* [Exercise directions]: Word for word, restate each of the entries below, and drop every picture.

Collected data
################
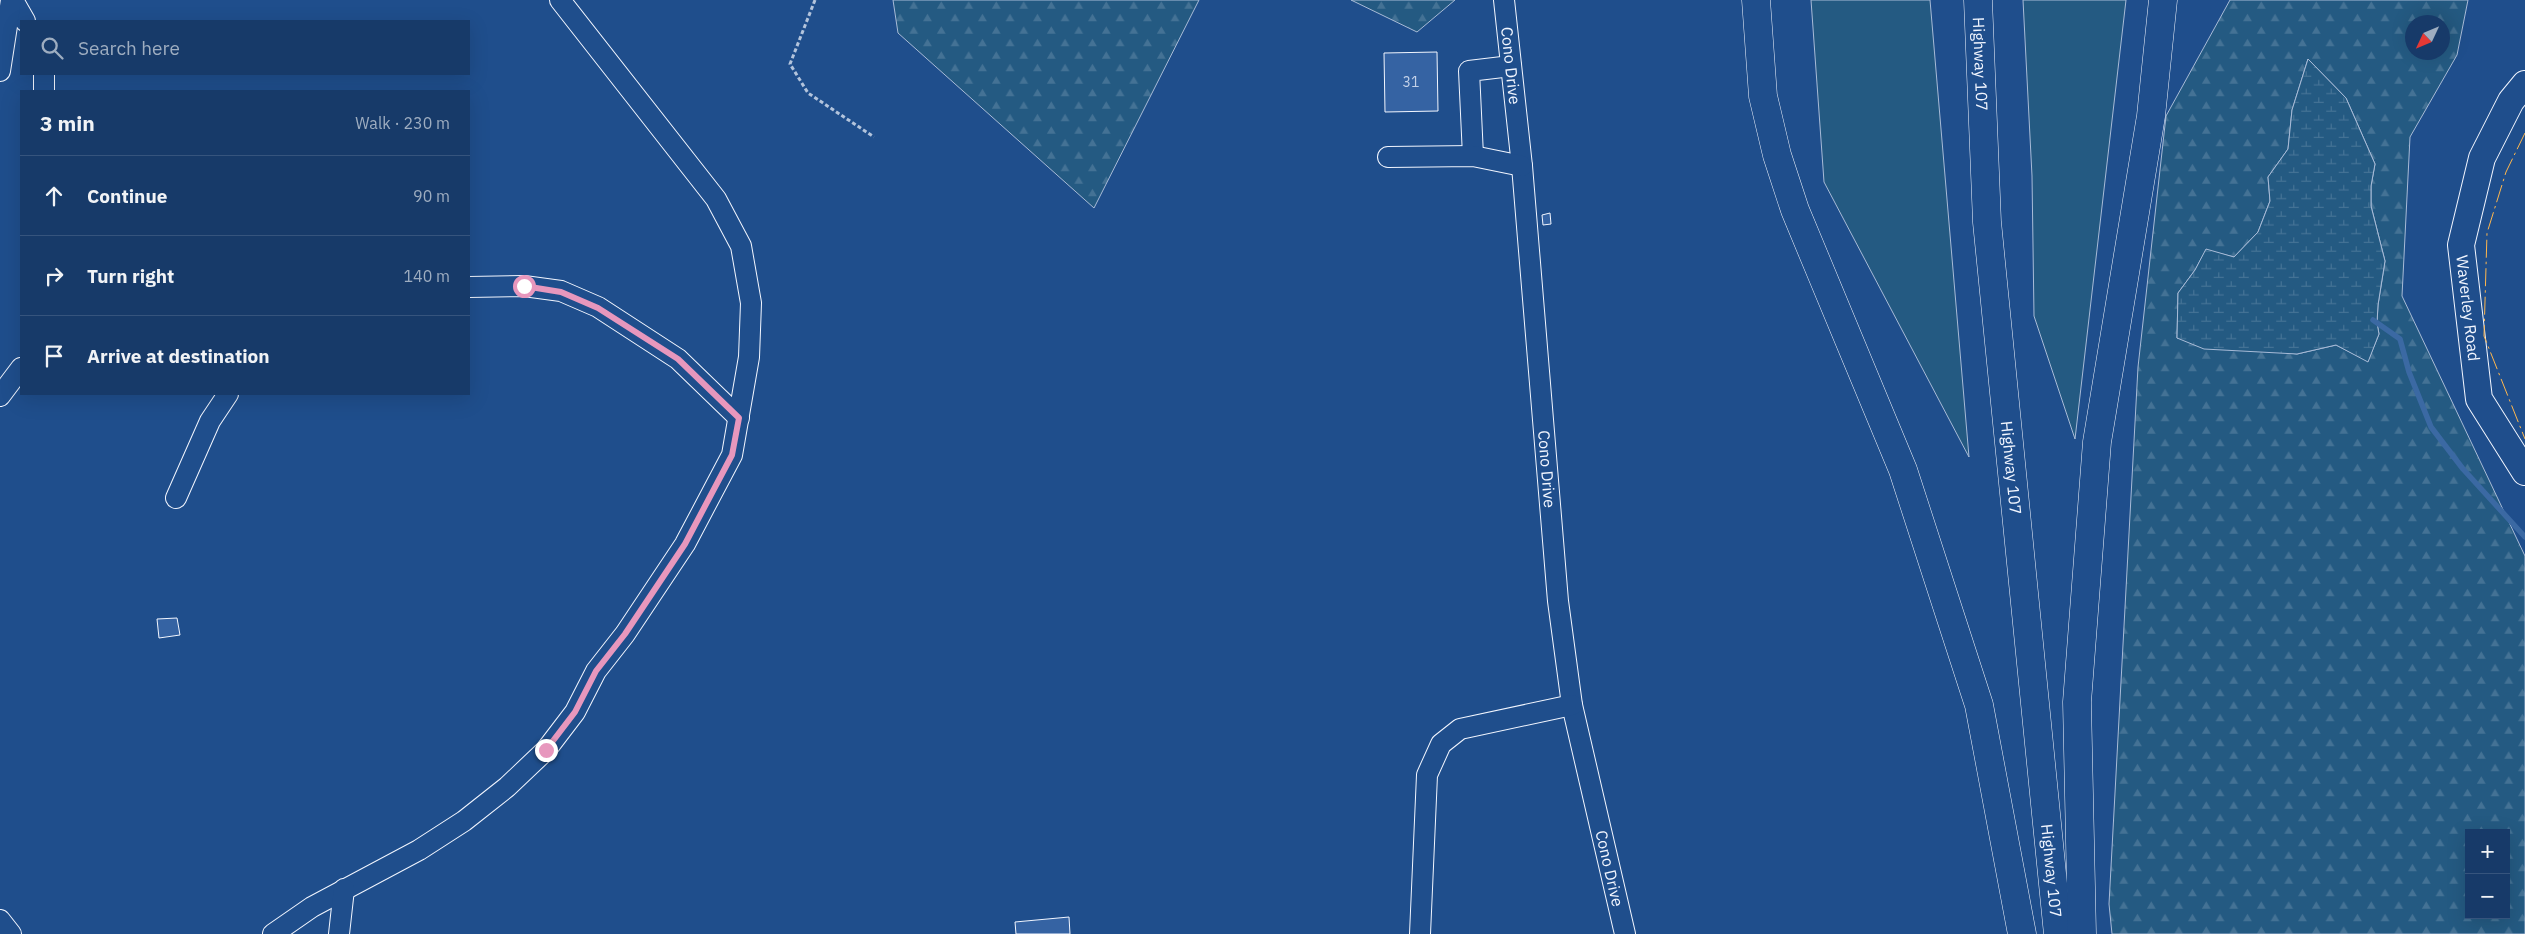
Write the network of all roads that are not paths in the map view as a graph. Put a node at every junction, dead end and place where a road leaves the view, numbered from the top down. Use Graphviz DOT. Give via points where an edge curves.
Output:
graph roads {
  1 [pos="12,0"];
  2 [pos="560,0"];
  3 [pos="1504,0"];
  4 [pos="1756,0"];
  5 [pos="1978,0"];
  6 [pos="2163,0"];
  7 [pos="25,20"];
  8 [pos="1511,66"];
  9 [pos="0,70"];
  10 [pos="44,75"];
  11 [pos="2525,84"];
  12 [pos="44,90"];
  13 [pos="1474,156"];
  14 [pos="1388,157"];
  15 [pos="1522,166"];
  16 [pos="470,286"];
  17 [pos="20,369"];
  18 [pos="0,394"];
  19 [pos="227,395"];
  20 [pos="739,418"];
  21 [pos="2525,472"];
  22 [pos="176,498"];
  23 [pos="1572,705"];
  24 [pos="344,889"];
  25 [pos="0,920"];
  26 [pos="11,934"];
  27 [pos="273,934"];
  28 [pos="339,934"];
  29 [pos="1420,934"];
  30 [pos="1625,934"];
  31 [pos="2022,934"];
  32 [pos="2058,934"];
  33 [pos="2082,934"];
  1 -- 7 [label="street"];
  1 -- 9 [label="street"];
  2 -- 20 [label="street" via="716,199 741,246 750,303 749,357"];
  3 -- 8 [label="street, Cono Drive"];
  4 -- 31 [label="highway" via="1763,96 1777,155 1794,210 1904,470 1978,705"];
  5 -- 32 [label="highway, Highway 107" via="1987,222"];
  6 -- 33 [label="highway" via="2151,116 2097,442 2077,702"];
  8 -- 13 [label="street" via="1470,71"];
  8 -- 15 [label="street, Cono Drive"];
  10 -- 12 [label="street"];
  11 -- 21 [label="main road, Waverley Road" via="2511,101 2482,158 2461,244 2479,399"];
  13 -- 14 [label="street"];
  13 -- 15 [label="street"];
  15 -- 23 [label="street, Cono Drive" via="1558,601"];
  16 -- 20 [label="street" via="524,286 561,292 598,308 678,359"];
  17 -- 18 [label="street"];
  19 -- 22 [label="street" via="210,421"];
  20 -- 24 [label="street" via="732,455 685,544 625,634 596,671 587,692 562,731 507,787 464,821 419,850"];
  23 -- 29 [label="street" via="1460,729 1441,744 1427,775"];
  23 -- 30 [label="street, Cono Drive"];
  24 -- 27 [label="street"];
  24 -- 28 [label="street"];
  25 -- 26 [label="street"];
}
################
* [Your response]:
Write the network of all roads that are not paths in the map view as a graph. Put a node at every junction, dead end and place where a road leaves the view, numbered from the top down. Use Graphviz DOT. Give via points where an edge curves.
Output:
graph roads {
  1 [pos="12,0"];
  2 [pos="560,0"];
  3 [pos="1504,0"];
  4 [pos="1756,0"];
  5 [pos="1978,0"];
  6 [pos="2163,0"];
  7 [pos="25,20"];
  8 [pos="1511,66"];
  9 [pos="0,70"];
  10 [pos="44,75"];
  11 [pos="2525,84"];
  12 [pos="44,90"];
  13 [pos="1474,156"];
  14 [pos="1388,157"];
  15 [pos="1522,166"];
  16 [pos="470,286"];
  17 [pos="20,369"];
  18 [pos="0,394"];
  19 [pos="227,395"];
  20 [pos="739,418"];
  21 [pos="2525,472"];
  22 [pos="176,498"];
  23 [pos="1572,705"];
  24 [pos="344,889"];
  25 [pos="0,920"];
  26 [pos="11,934"];
  27 [pos="273,934"];
  28 [pos="339,934"];
  29 [pos="1420,934"];
  30 [pos="1625,934"];
  31 [pos="2022,934"];
  32 [pos="2058,934"];
  33 [pos="2082,934"];
  1 -- 7 [label="street"];
  1 -- 9 [label="street"];
  2 -- 20 [label="street" via="716,199 741,246 750,303 749,357"];
  3 -- 8 [label="street, Cono Drive"];
  4 -- 31 [label="highway" via="1763,96 1777,155 1794,210 1904,470 1978,705"];
  5 -- 32 [label="highway, Highway 107" via="1987,222"];
  6 -- 33 [label="highway" via="2151,116 2097,442 2077,702"];
  8 -- 13 [label="street" via="1470,71"];
  8 -- 15 [label="street, Cono Drive"];
  10 -- 12 [label="street"];
  11 -- 21 [label="main road, Waverley Road" via="2511,101 2482,158 2461,244 2479,399"];
  13 -- 14 [label="street"];
  13 -- 15 [label="street"];
  15 -- 23 [label="street, Cono Drive" via="1558,601"];
  16 -- 20 [label="street" via="524,286 561,292 598,308 678,359"];
  17 -- 18 [label="street"];
  19 -- 22 [label="street" via="210,421"];
  20 -- 24 [label="street" via="732,455 685,544 625,634 596,671 587,692 562,731 507,787 464,821 419,850"];
  23 -- 29 [label="street" via="1460,729 1441,744 1427,775"];
  23 -- 30 [label="street, Cono Drive"];
  24 -- 27 [label="street"];
  24 -- 28 [label="street"];
  25 -- 26 [label="street"];
}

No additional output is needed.